START PROVIDED RECORDS
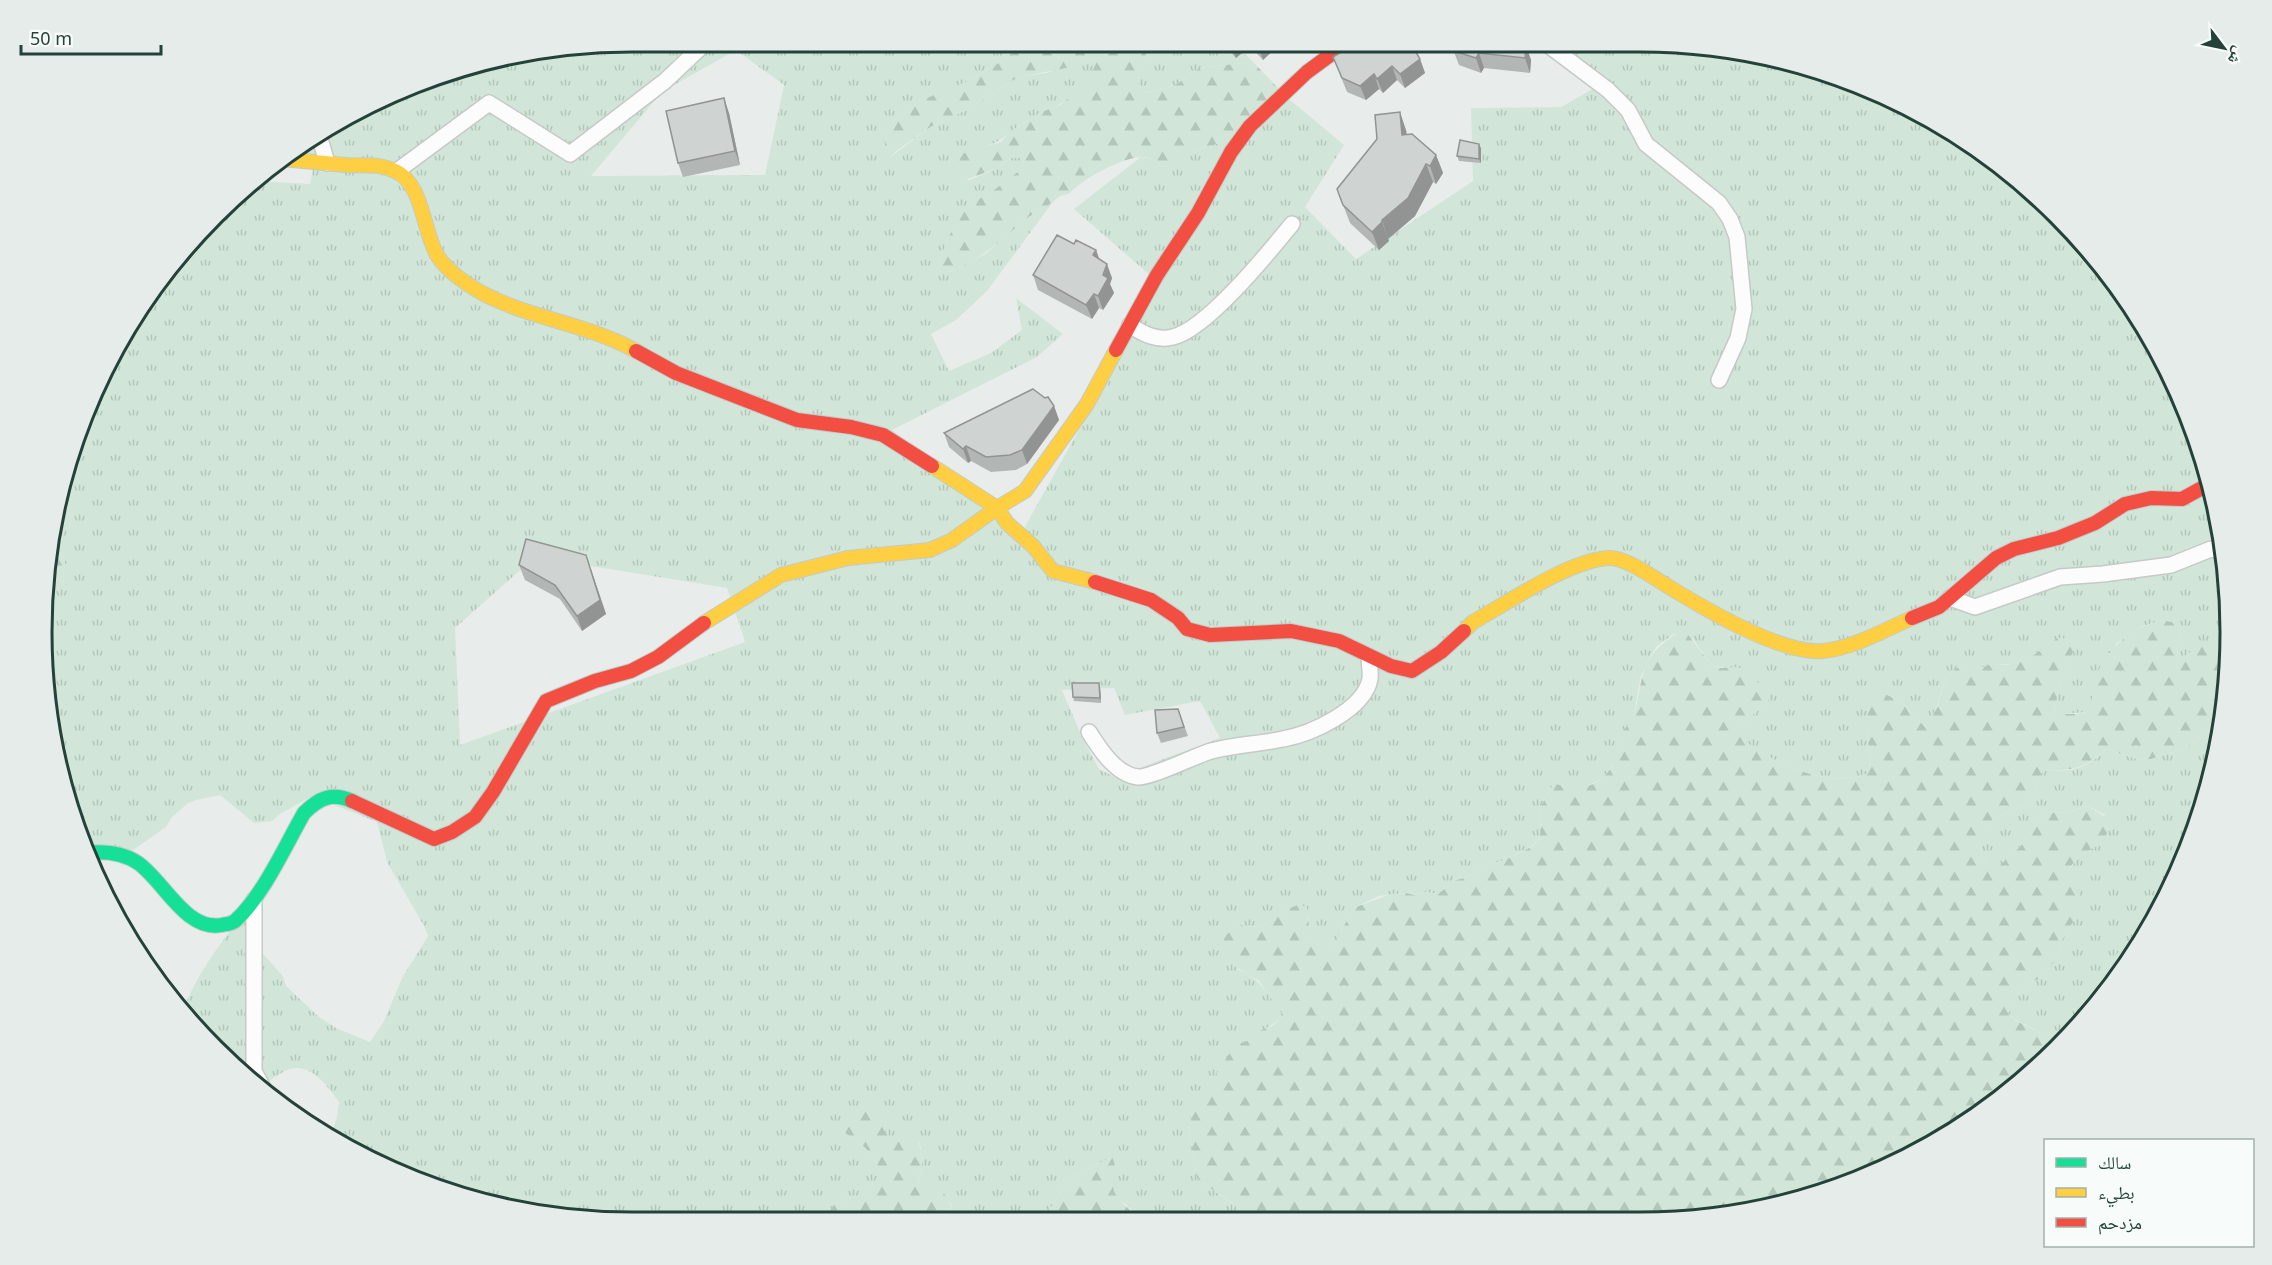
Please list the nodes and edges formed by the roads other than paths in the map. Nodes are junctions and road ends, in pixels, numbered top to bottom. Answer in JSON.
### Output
{"nodes":[{"id":1,"x":696,"y":52,"type":"edge"},
{"id":2,"x":1334,"y":52,"type":"edge"},
{"id":3,"x":1558,"y":52,"type":"edge"},
{"id":4,"x":321,"y":143,"type":"edge"},
{"id":5,"x":296,"y":160,"type":"edge"},
{"id":6,"x":327,"y":163,"type":"junction"},
{"id":7,"x":397,"y":171,"type":"junction"},
{"id":8,"x":1292,"y":224,"type":"dead end"},
{"id":9,"x":1130,"y":325,"type":"junction"},
{"id":10,"x":1719,"y":380,"type":"dead end"},
{"id":11,"x":2201,"y":488,"type":"edge"},
{"id":12,"x":997,"y":508,"type":"junction"},
{"id":13,"x":2214,"y":549,"type":"edge"},
{"id":14,"x":1950,"y":598,"type":"junction"},
{"id":15,"x":1369,"y":657,"type":"junction"},
{"id":16,"x":1089,"y":732,"type":"dead end"},
{"id":17,"x":96,"y":852,"type":"edge"},
{"id":18,"x":254,"y":900,"type":"junction"},
{"id":19,"x":255,"y":1073,"type":"edge"}],
"edges":[{"from":1,"to":7,"type":"street"},
{"from":2,"to":9,"type":"street"},
{"from":3,"to":10,"type":"street"},
{"from":4,"to":6,"type":"street"},
{"from":5,"to":6,"type":"street"},
{"from":6,"to":7,"type":"street"},
{"from":7,"to":12,"type":"street"},
{"from":8,"to":9,"type":"street"},
{"from":9,"to":12,"type":"street"},
{"from":11,"to":14,"type":"street"},
{"from":12,"to":15,"type":"street"},
{"from":12,"to":18,"type":"street"},
{"from":13,"to":14,"type":"street"},
{"from":14,"to":15,"type":"street"},
{"from":15,"to":16,"type":"street"},
{"from":17,"to":18,"type":"street"},
{"from":18,"to":19,"type":"street"}]}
END PROVIDED RECORDS
AIM OF THE EXERCISE:
Could you reproduce the listing above exactly and drop every picture?

ANSWER BELOW:
Please list the nodes and edges formed by the roads other than paths in the map. Nodes are junctions and road ends, in pixels, numbered top to bottom. Answer in JSON.
### Output
{"nodes":[{"id":1,"x":696,"y":52,"type":"edge"},
{"id":2,"x":1334,"y":52,"type":"edge"},
{"id":3,"x":1558,"y":52,"type":"edge"},
{"id":4,"x":321,"y":143,"type":"edge"},
{"id":5,"x":296,"y":160,"type":"edge"},
{"id":6,"x":327,"y":163,"type":"junction"},
{"id":7,"x":397,"y":171,"type":"junction"},
{"id":8,"x":1292,"y":224,"type":"dead end"},
{"id":9,"x":1130,"y":325,"type":"junction"},
{"id":10,"x":1719,"y":380,"type":"dead end"},
{"id":11,"x":2201,"y":488,"type":"edge"},
{"id":12,"x":997,"y":508,"type":"junction"},
{"id":13,"x":2214,"y":549,"type":"edge"},
{"id":14,"x":1950,"y":598,"type":"junction"},
{"id":15,"x":1369,"y":657,"type":"junction"},
{"id":16,"x":1089,"y":732,"type":"dead end"},
{"id":17,"x":96,"y":852,"type":"edge"},
{"id":18,"x":254,"y":900,"type":"junction"},
{"id":19,"x":255,"y":1073,"type":"edge"}],
"edges":[{"from":1,"to":7,"type":"street"},
{"from":2,"to":9,"type":"street"},
{"from":3,"to":10,"type":"street"},
{"from":4,"to":6,"type":"street"},
{"from":5,"to":6,"type":"street"},
{"from":6,"to":7,"type":"street"},
{"from":7,"to":12,"type":"street"},
{"from":8,"to":9,"type":"street"},
{"from":9,"to":12,"type":"street"},
{"from":11,"to":14,"type":"street"},
{"from":12,"to":15,"type":"street"},
{"from":12,"to":18,"type":"street"},
{"from":13,"to":14,"type":"street"},
{"from":14,"to":15,"type":"street"},
{"from":15,"to":16,"type":"street"},
{"from":17,"to":18,"type":"street"},
{"from":18,"to":19,"type":"street"}]}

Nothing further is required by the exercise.